• **DIRECTIONS FOR THIS TASK**
Retype the records below exactly as they appear, but leave out any pictures.
+--
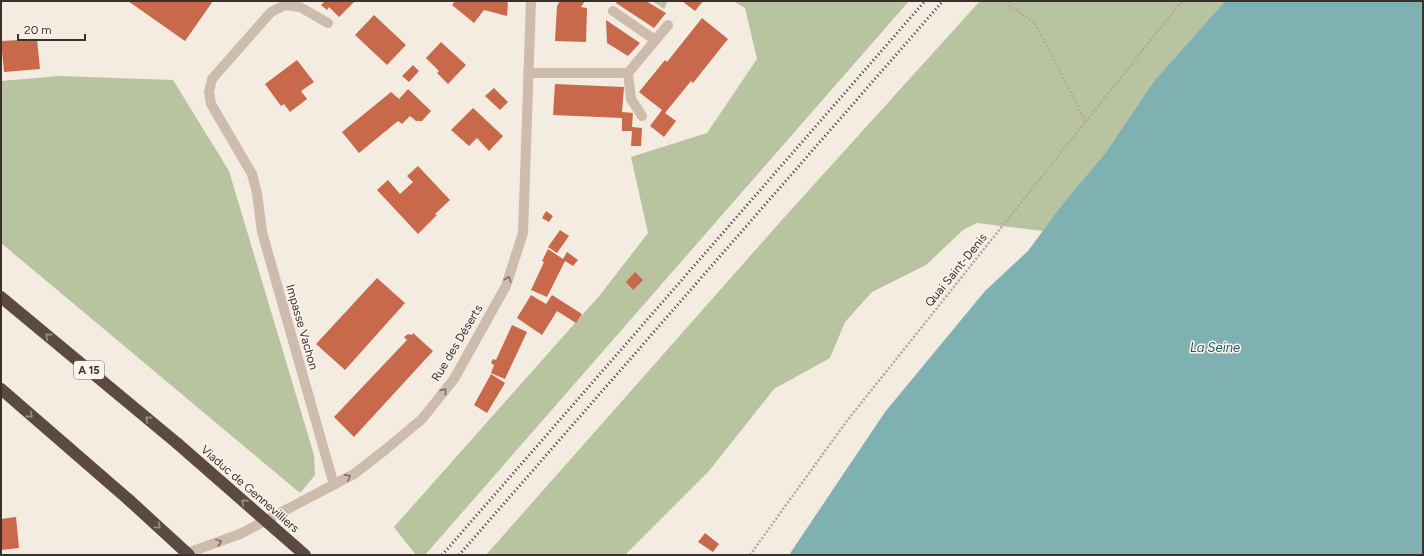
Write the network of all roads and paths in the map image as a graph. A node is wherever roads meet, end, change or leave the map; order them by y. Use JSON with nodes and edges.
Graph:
{"nodes":[{"id":1,"x":531,"y":1,"type":"edge"},
{"id":2,"x":1010,"y":1,"type":"edge"},
{"id":3,"x":1182,"y":1,"type":"edge"},
{"id":4,"x":613,"y":11,"type":"dead end"},
{"id":5,"x":328,"y":24,"type":"dead end"},
{"id":6,"x":668,"y":25,"type":"dead end"},
{"id":7,"x":655,"y":40,"type":"junction"},
{"id":8,"x":528,"y":73,"type":"junction"},
{"id":9,"x":628,"y":73,"type":"junction"},
{"id":10,"x":642,"y":116,"type":"dead end"},
{"id":11,"x":1086,"y":122,"type":"junction"},
{"id":12,"x":1,"y":297,"type":"edge"},
{"id":13,"x":1,"y":389,"type":"edge"},
{"id":14,"x":334,"y":485,"type":"junction"},
{"id":15,"x":182,"y":555,"type":"edge"},
{"id":16,"x":189,"y":555,"type":"edge"},
{"id":17,"x":305,"y":555,"type":"edge"},
{"id":18,"x":750,"y":555,"type":"edge"}],
"edges":[{"from":1,"to":8,"type":"street","name":"Rue des Déserts"},
{"from":2,"to":11,"type":"path"},
{"from":3,"to":11,"type":"path","name":"Quai Saint-Denis"},
{"from":4,"to":7,"type":"street"},
{"from":5,"to":14,"type":"street","name":"Impasse Vachon"},
{"from":6,"to":7,"type":"street"},
{"from":7,"to":9,"type":"street"},
{"from":8,"to":9,"type":"street"},
{"from":14,"to":8,"type":"street","name":"Rue des Déserts","one_way":true},
{"from":9,"to":10,"type":"street"},
{"from":11,"to":18,"type":"path","name":"Quai Saint-Denis"},
{"from":17,"to":12,"type":"highway","name":"Viaduc de Gennevilliers","number":"A 15","one_way":true,"bridge":true},
{"from":13,"to":16,"type":"highway","one_way":true,"bridge":true},
{"from":15,"to":14,"type":"street","name":"Rue des Déserts","one_way":true}]}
+--
• **ANSWER TO THIS TASK**
Write the network of all roads and paths in the map image as a graph. A node is wherever roads meet, end, change or leave the map; order them by y. Use JSON with nodes and edges.
Graph:
{"nodes":[{"id":1,"x":531,"y":1,"type":"edge"},
{"id":2,"x":1010,"y":1,"type":"edge"},
{"id":3,"x":1182,"y":1,"type":"edge"},
{"id":4,"x":613,"y":11,"type":"dead end"},
{"id":5,"x":328,"y":24,"type":"dead end"},
{"id":6,"x":668,"y":25,"type":"dead end"},
{"id":7,"x":655,"y":40,"type":"junction"},
{"id":8,"x":528,"y":73,"type":"junction"},
{"id":9,"x":628,"y":73,"type":"junction"},
{"id":10,"x":642,"y":116,"type":"dead end"},
{"id":11,"x":1086,"y":122,"type":"junction"},
{"id":12,"x":1,"y":297,"type":"edge"},
{"id":13,"x":1,"y":389,"type":"edge"},
{"id":14,"x":334,"y":485,"type":"junction"},
{"id":15,"x":182,"y":555,"type":"edge"},
{"id":16,"x":189,"y":555,"type":"edge"},
{"id":17,"x":305,"y":555,"type":"edge"},
{"id":18,"x":750,"y":555,"type":"edge"}],
"edges":[{"from":1,"to":8,"type":"street","name":"Rue des Déserts"},
{"from":2,"to":11,"type":"path"},
{"from":3,"to":11,"type":"path","name":"Quai Saint-Denis"},
{"from":4,"to":7,"type":"street"},
{"from":5,"to":14,"type":"street","name":"Impasse Vachon"},
{"from":6,"to":7,"type":"street"},
{"from":7,"to":9,"type":"street"},
{"from":8,"to":9,"type":"street"},
{"from":14,"to":8,"type":"street","name":"Rue des Déserts","one_way":true},
{"from":9,"to":10,"type":"street"},
{"from":11,"to":18,"type":"path","name":"Quai Saint-Denis"},
{"from":17,"to":12,"type":"highway","name":"Viaduc de Gennevilliers","number":"A 15","one_way":true,"bridge":true},
{"from":13,"to":16,"type":"highway","one_way":true,"bridge":true},
{"from":15,"to":14,"type":"street","name":"Rue des Déserts","one_way":true}]}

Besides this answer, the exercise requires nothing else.